Required work. Report back each line of the records that contains the string "dead".

►

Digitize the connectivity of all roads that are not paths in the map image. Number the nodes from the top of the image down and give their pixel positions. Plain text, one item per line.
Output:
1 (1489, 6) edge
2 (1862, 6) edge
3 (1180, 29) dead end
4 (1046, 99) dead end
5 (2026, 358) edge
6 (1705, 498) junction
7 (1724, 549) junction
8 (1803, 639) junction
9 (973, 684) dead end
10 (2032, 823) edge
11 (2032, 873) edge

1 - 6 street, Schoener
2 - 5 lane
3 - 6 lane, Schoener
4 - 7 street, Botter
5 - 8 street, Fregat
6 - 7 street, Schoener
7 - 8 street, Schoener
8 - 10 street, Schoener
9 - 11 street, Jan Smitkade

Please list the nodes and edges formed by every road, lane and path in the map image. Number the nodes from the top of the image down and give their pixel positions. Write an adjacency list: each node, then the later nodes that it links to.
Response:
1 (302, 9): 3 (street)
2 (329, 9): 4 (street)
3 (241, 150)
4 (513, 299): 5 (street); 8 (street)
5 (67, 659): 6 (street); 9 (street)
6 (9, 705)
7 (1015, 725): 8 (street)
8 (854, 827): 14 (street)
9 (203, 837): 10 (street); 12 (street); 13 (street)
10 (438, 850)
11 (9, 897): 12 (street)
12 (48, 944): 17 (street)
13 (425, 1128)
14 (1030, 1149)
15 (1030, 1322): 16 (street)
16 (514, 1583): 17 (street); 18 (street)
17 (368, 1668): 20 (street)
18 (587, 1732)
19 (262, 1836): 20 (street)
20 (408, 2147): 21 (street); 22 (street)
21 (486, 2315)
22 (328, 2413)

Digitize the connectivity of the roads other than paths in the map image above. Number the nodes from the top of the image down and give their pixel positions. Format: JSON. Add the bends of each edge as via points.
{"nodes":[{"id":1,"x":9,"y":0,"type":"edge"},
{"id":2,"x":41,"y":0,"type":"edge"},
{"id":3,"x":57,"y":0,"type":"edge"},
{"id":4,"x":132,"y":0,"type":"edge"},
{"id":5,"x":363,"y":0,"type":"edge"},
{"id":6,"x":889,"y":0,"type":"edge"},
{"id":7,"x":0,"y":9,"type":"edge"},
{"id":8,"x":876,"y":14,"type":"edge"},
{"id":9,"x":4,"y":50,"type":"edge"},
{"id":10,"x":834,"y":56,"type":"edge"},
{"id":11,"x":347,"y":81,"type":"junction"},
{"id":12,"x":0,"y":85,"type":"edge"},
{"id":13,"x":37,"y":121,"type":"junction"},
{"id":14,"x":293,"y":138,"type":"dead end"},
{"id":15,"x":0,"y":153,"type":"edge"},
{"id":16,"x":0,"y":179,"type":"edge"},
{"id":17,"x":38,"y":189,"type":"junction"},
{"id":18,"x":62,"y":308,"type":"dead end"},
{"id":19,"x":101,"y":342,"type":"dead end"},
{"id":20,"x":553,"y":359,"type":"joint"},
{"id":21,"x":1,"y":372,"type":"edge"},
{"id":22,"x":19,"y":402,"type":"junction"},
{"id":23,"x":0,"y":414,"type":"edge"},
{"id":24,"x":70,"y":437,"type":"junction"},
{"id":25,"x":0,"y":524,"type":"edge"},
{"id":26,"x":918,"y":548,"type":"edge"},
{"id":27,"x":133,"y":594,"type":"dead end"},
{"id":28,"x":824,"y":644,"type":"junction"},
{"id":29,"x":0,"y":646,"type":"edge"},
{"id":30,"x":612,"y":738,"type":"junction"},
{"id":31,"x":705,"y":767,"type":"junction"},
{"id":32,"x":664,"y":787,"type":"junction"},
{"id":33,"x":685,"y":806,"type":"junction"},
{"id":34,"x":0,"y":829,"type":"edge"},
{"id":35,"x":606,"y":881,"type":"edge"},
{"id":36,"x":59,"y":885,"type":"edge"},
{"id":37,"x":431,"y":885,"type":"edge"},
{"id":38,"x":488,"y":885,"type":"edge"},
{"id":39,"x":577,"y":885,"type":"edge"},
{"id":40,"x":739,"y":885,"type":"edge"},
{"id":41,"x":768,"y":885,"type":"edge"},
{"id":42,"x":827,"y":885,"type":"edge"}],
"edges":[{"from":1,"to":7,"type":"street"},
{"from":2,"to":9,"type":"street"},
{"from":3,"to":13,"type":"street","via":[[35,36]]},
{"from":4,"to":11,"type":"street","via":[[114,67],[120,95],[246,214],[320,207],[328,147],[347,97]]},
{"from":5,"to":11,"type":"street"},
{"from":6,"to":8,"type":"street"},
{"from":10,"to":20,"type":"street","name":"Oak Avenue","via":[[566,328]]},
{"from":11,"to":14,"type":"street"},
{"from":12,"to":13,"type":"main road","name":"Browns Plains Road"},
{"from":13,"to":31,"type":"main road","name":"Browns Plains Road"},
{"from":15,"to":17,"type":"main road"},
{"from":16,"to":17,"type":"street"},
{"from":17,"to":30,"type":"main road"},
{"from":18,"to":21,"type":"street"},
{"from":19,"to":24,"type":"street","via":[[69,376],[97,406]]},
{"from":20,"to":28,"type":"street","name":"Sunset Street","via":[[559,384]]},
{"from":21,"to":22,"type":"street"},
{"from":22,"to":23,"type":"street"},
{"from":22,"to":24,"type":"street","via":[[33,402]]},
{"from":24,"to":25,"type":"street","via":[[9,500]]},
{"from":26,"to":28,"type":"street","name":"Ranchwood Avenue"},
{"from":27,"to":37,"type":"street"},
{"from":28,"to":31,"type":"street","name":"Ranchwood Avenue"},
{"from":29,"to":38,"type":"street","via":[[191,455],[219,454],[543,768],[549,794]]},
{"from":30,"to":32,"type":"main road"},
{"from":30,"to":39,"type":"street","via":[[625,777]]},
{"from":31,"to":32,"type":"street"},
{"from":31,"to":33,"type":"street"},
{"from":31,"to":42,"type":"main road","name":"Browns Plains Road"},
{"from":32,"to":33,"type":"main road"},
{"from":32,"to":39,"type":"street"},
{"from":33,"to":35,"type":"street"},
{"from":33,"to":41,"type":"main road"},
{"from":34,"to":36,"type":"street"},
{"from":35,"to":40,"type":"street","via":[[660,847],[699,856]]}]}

◄

Answer box.
3 (1180, 29) dead end
4 (1046, 99) dead end
9 (973, 684) dead end
{"id":14,"x":293,"y":138,"type":"dead end"},
{"id":18,"x":62,"y":308,"type":"dead end"},
{"id":19,"x":101,"y":342,"type":"dead end"},
{"id":27,"x":133,"y":594,"type":"dead end"},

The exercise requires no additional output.